36 thoughts on “Lamb teaches baby rhino to gambol

  1. I don’t know that the rhino is trying to gamble so much as it’s practicing its threat behavior.

    Still absurdly cute, though.

            1. It’s autocorrect, not autocollect.

              But I’ll bet there are some unreality organizations that wish there were.

              1. Actually…autocollect is the goal of most corporations these days. Don’t just sell something to somebody, but get them to sign up for “low” monthly payments. American telecommunications companies have this nailed; almost nobody actually owns a phone. Automakers, too; again, many perpetually lease their cars and never wind up owning them.

                …and then there’s real estate. Might be hard to believe, but “no-principal” loans are actually a thing. And so many others keep getting equity loans every time the market goes up that there’s basically no hope of them ever paying off the mortgage.

                b&

    1. Yeah, but that is what the lamb is doing as well. Play is practice.

      Cats are cute when they chase a laser pointer. They are less cute when they bring you dead birds.

      1. What if the cat brings you a dead laser-pointer-carrying person?
        Or, for a house cat, just a forearm. Rigorously gripping the pointer.

          1. Sometimes I worry that we are rapidly approaching a time in which all conversation, no matter how boring or brilliant, obvious or obscure, can trivially be substituted by a relevant XKCD strip.

            b&

          2. Oh, an XKCD! And I can’t place the cartoon from the number.
            [now trying to remember the name of the X-person with the skin-boiling eyes. Cyclops?]

            1. Yeah, that’s Cyclops, though he’s supposed to fire beams of pure kinetic energy (though writers do forget this and give him Superman style heat vision from time to time).

  2. Very cute! The baby rhino looks like it’s trying to copy to me.

    The lamb looks more like a kid (goat) to me, but if it’s in Africa, it could easily be a breed of sheep I don’t know.

  3. The lamb’s gamboling resembles stotting, suggesting that this particular form of playfulness perhaps serves as a kind rehearsal for adaptive predator-deterrence behaviors.
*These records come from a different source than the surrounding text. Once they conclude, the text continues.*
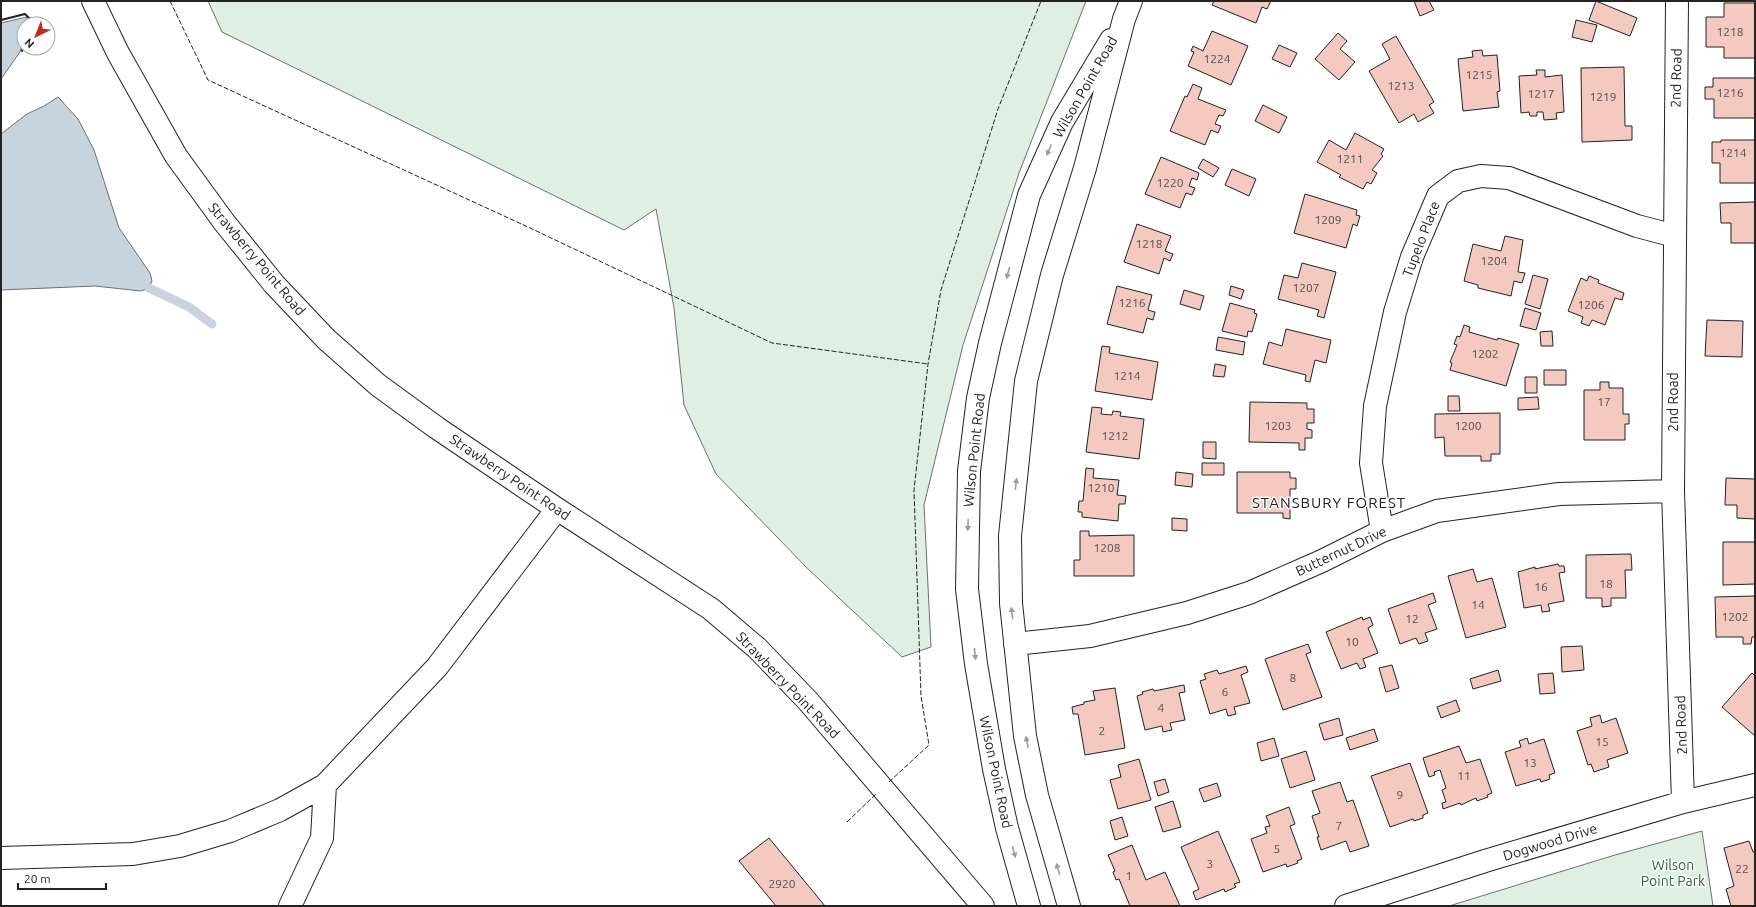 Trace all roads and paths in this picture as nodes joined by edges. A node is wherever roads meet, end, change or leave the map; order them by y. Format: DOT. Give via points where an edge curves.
graph roads {
  1 [pos="92,1"];
  2 [pos="1677,1"];
  3 [pos="1128,10"];
  4 [pos="1675,236"];
  5 [pos="1673,491"];
  6 [pos="557,509"];
  7 [pos="1382,531"];
  8 [pos="1015,644"];
  9 [pos="325,785"];
  10 [pos="1755,785"];
  11 [pos="1684,802"];
  12 [pos="1,858"];
  13 [pos="290,906"];
  14 [pos="983,906"];
  15 [pos="1029,906"];
  16 [pos="1069,906"];
  17 [pos="1346,906"];
  1 -- 6 [label="street, Strawberry Point Road" via="176,156 224,222 274,284 326,339 378,385"];
  2 -- 4 [label="street, 2nd Road"];
  8 -- 3 [label="street, Wilson Point Road, one-way" via="1011,603 1010,536 1026,381 1052,275"];
  3 -- 15 [label="street, Wilson Point Road, one-way" via="1062,122 1030,195 978,398 969,472 968,589 976,664 1006,821"];
  4 -- 5 [label="street, 2nd Road"];
  4 -- 7 [label="street, Tupelo Place" via="1637,226 1509,178 1481,176 1458,180 1438,196 1412,257 1397,305 1375,406 1371,463"];
  5 -- 7 [label="street, Butternut Drive" via="1551,495 1437,511"];
  5 -- 11 [label="street, 2nd Road"];
  6 -- 9 [label="street" via="437,667"];
  6 -- 14 [label="street, Strawberry Point Road" via="711,609 757,648 808,701"];
  7 -- 8 [label="street, Butternut Drive" via="1257,590 1187,613 1090,636"];
  16 -- 8 [label="street, Wilson Point Road, one-way" via="1037,795 1025,736"];
  9 -- 12 [label="street" via="273,813 230,832 180,846 133,854"];
  9 -- 13 [label="street" via="322,838"];
  10 -- 11 [label="street, Dogwood Drive"];
  11 -- 17 [label="street, Dogwood Drive" via="1485,861"];
} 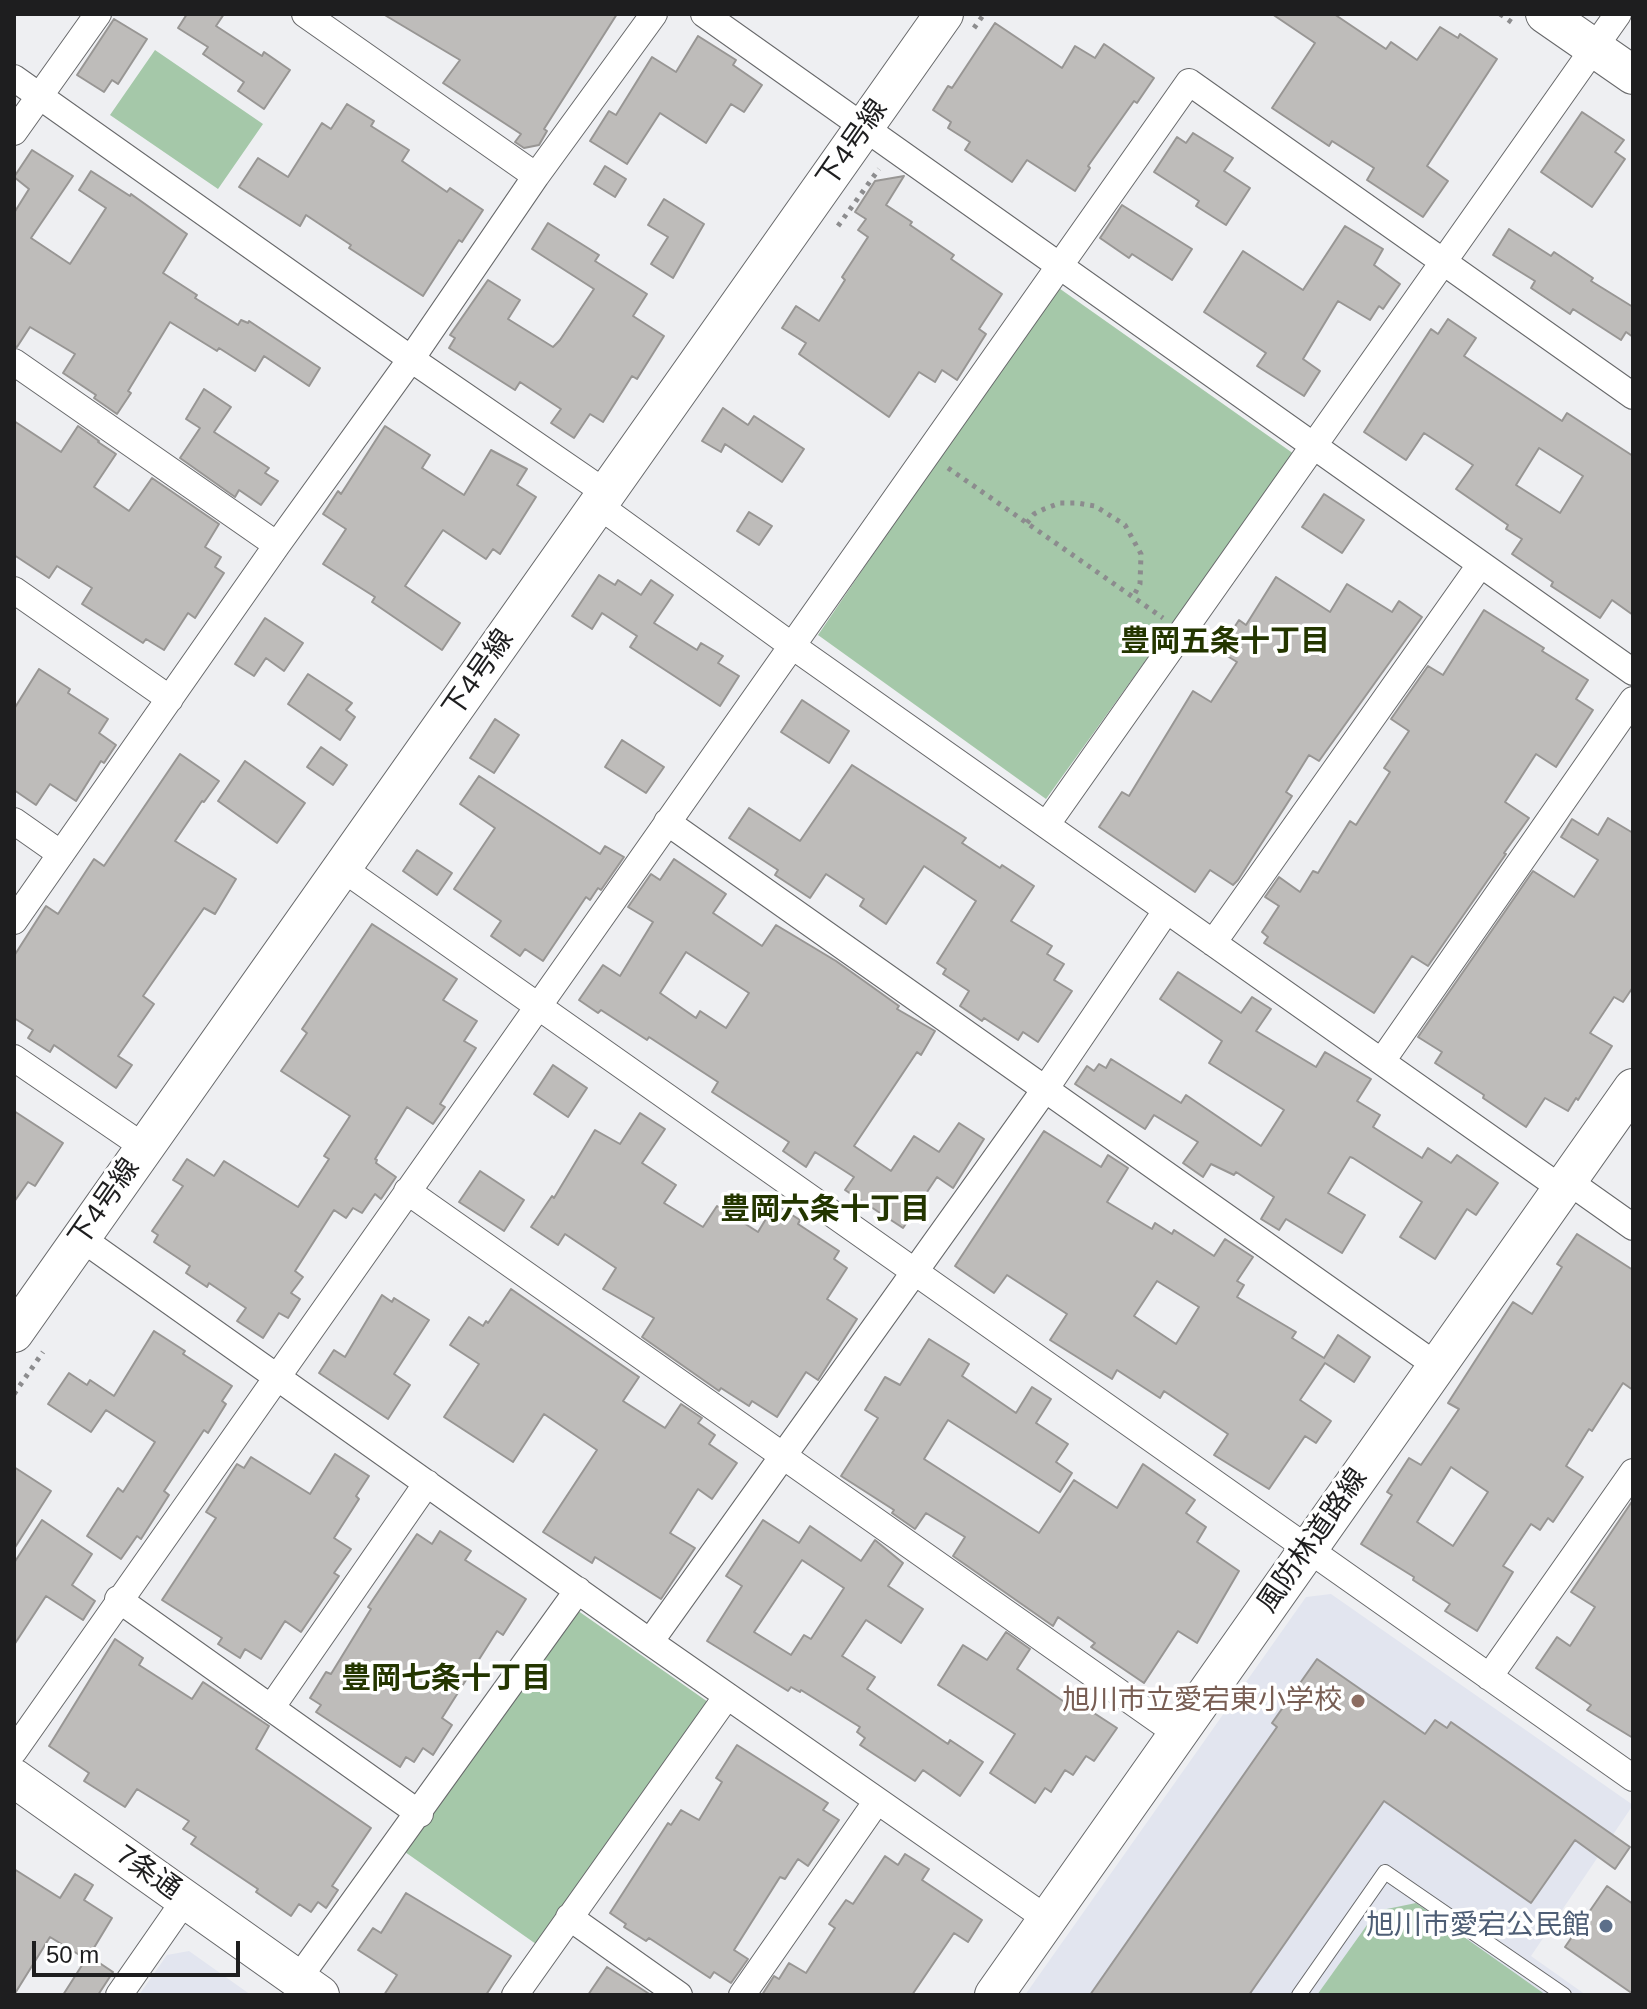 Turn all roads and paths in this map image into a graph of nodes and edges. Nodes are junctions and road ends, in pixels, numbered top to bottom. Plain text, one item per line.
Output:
1 (98, 14) edge
2 (305, 14) edge
3 (654, 14) edge
4 (704, 14) edge
5 (944, 14) edge
6 (1545, 14) edge
7 (1618, 14) edge
8 (1594, 48) junction
9 (1633, 75) edge
10 (14, 78) edge
11 (40, 96) junction
12 (864, 129) junction
13 (14, 132) edge
14 (536, 176) junction
15 (1444, 262) junction
16 (1058, 266) junction
17 (411, 359) junction
18 (14, 362) edge
19 (1633, 396) edge
20 (1314, 448) junction
21 (928, 453) junction
22 (602, 499) junction
23 (1027, 523) junction
24 (277, 545) junction
25 (1480, 565) junction
26 (14, 590) edge
27 (1133, 597) junction
28 (1183, 632) junction
29 (791, 645) junction
30 (1633, 672) edge
31 (170, 699) junction
32 (1633, 700) edge
33 (14, 821) edge
34 (667, 822) junction
35 (1047, 824) junction
36 (61, 854) junction
37 (342, 868) junction
38 (1166, 911) junction
39 (14, 921) edge
40 (1213, 943) junction
41 (537, 1005) junction
42 (14, 1058) edge
43 (1382, 1061) junction
44 (1046, 1088) junction
45 (1633, 1088) edge
46 (144, 1147) junction
47 (1565, 1185) junction
48 (407, 1191) junction
49 (1633, 1227) edge
50 (81, 1238) junction
51 (916, 1271) junction
52 (14, 1333) edge
53 (1437, 1366) junction
54 (276, 1376) junction
55 (783, 1458) junction
56 (1633, 1472) edge
57 (427, 1483) junction
58 (1308, 1549) junction
59 (578, 1590) junction
60 (118, 1599) junction
61 (650, 1642) junction
62 (1489, 1677) junction
63 (727, 1696) junction
64 (271, 1708) junction
65 (1178, 1734) junction
66 (14, 1751) edge
67 (14, 1778) edge
68 (1633, 1778) edge
69 (877, 1801) junction
70 (420, 1814) junction
71 (185, 1900) junction
72 (569, 1917) junction
73 (1047, 1919) junction
74 (309, 1987) edge
75 (119, 1995) edge
76 (515, 1995) edge
77 (679, 1995) edge
78 (742, 1995) edge
79 (994, 1995) edge
80 (1299, 1995) edge
81 (1564, 1995) edge

1 - 11 street
2 - 14 street
3 - 14 street
4 - 12 street
5 - 12 street, 下4号線
6 - 8 street
7 - 8 street
8 - 9 street
8 - 15 street
10 - 11 street
11 - 13 street
11 - 17 street
12 - 16 street
12 - 22 street, 下4号線
14 - 17 street
15 - 16 street
15 - 19 street
15 - 20 street
16 - 20 street
16 - 21 street
17 - 22 street
17 - 24 street
18 - 24 street
20 - 25 street
20 - 28 street
21 - 23 path
21 - 29 street
22 - 29 street
22 - 37 street, 下4号線
23 - 27 path
23 - 27 path
24 - 31 street
25 - 30 street
25 - 40 street
26 - 31 street
27 - 28 path
28 - 35 street
29 - 34 street
29 - 35 street
31 - 36 street
32 - 43 street
33 - 36 street
34 - 41 street
34 - 44 street
35 - 38 street
36 - 39 street
37 - 41 street
37 - 46 street, 下4号線
38 - 40 street
38 - 44 street
40 - 43 street
41 - 48 street
41 - 51 street
42 - 46 street
43 - 47 street
44 - 51 street
44 - 53 street
45 - 47 street, 風防林道路線
46 - 50 street, 下4号線
47 - 49 street
47 - 53 street, 風防林道路線
48 - 54 street
48 - 55 street
50 - 52 street, 下4号線
50 - 54 street
51 - 55 street
51 - 58 street
53 - 58 street, 風防林道路線
54 - 57 street
54 - 60 street
55 - 61 street
55 - 65 street
56 - 62 street
57 - 59 street
57 - 64 street
58 - 62 street
58 - 65 street, 風防林道路線
59 - 61 street
59 - 70 street
60 - 64 street
60 - 66 street
61 - 63 street
62 - 68 street
63 - 69 street
63 - 72 street
64 - 70 street
65 - 73 street, 風防林道路線
67 - 71 street, 7条通
69 - 73 street
69 - 78 street
70 - 74 street
71 - 74 street, 7条通
71 - 75 street
72 - 76 street
72 - 77 street
73 - 79 street, 風防林道路線
80 - 81 lane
    Rhinos presumably don’t have much need for stotting, so I wouldn’t care to guess what the rhino thinks it’s doing. But it’s worth noting that there’s a third party to this interaction, namely the person holding the camera, and the rhino seems to spend much of its time orienting to the human rather than to the lamb.

    1. “kind of rehearsal”, not “kind rehearsal”. (Though I’ve observed a number of unkind rehearsals.)

  4. I’m thinking the goat/lamb is trying to get the rhino to follow down the road. The rhino is stopped by the cameraman who is taken for a threat. They go back from whence they’ve come and all is well.

  5. I’ve seen footage of a baby rhino doing this behaviour in the wild.. charging around it’s mother looking very happy and alive. I just hope it still is.
    I am sure some would have seen the BBC Africa series David Attenborough footage of an undisclosed water hole in South Africa where a large number of black rhinos gather for a huge social function, all under the stars, amazing to say the least.

  6. Awww!

    The very fact that both animals were out there loose shows that both are quite accustomed to humans. I didn’t think the baby rhino was approaching the cameraperson aggressively, but more like it was curious or looking for guidance/reassurance or wondering, “is it lunchtime yet?”

  7. I wonder at what point rhinos develop that nervous attitude about things coming and going within their poor field of vision as this rhino baby clearly has no issues with the goat coming and going all around him/her?

  8. Ponderous though he may be, I think the little rhino is gamboling just fine! Given his bulk and limited range of motion, I’m impressed he’s gamboling as well as he is!

  9. Anyone who thinks these animals aren’t “playing” has to explain to me the exact difference between what they’re doing and what young humans do.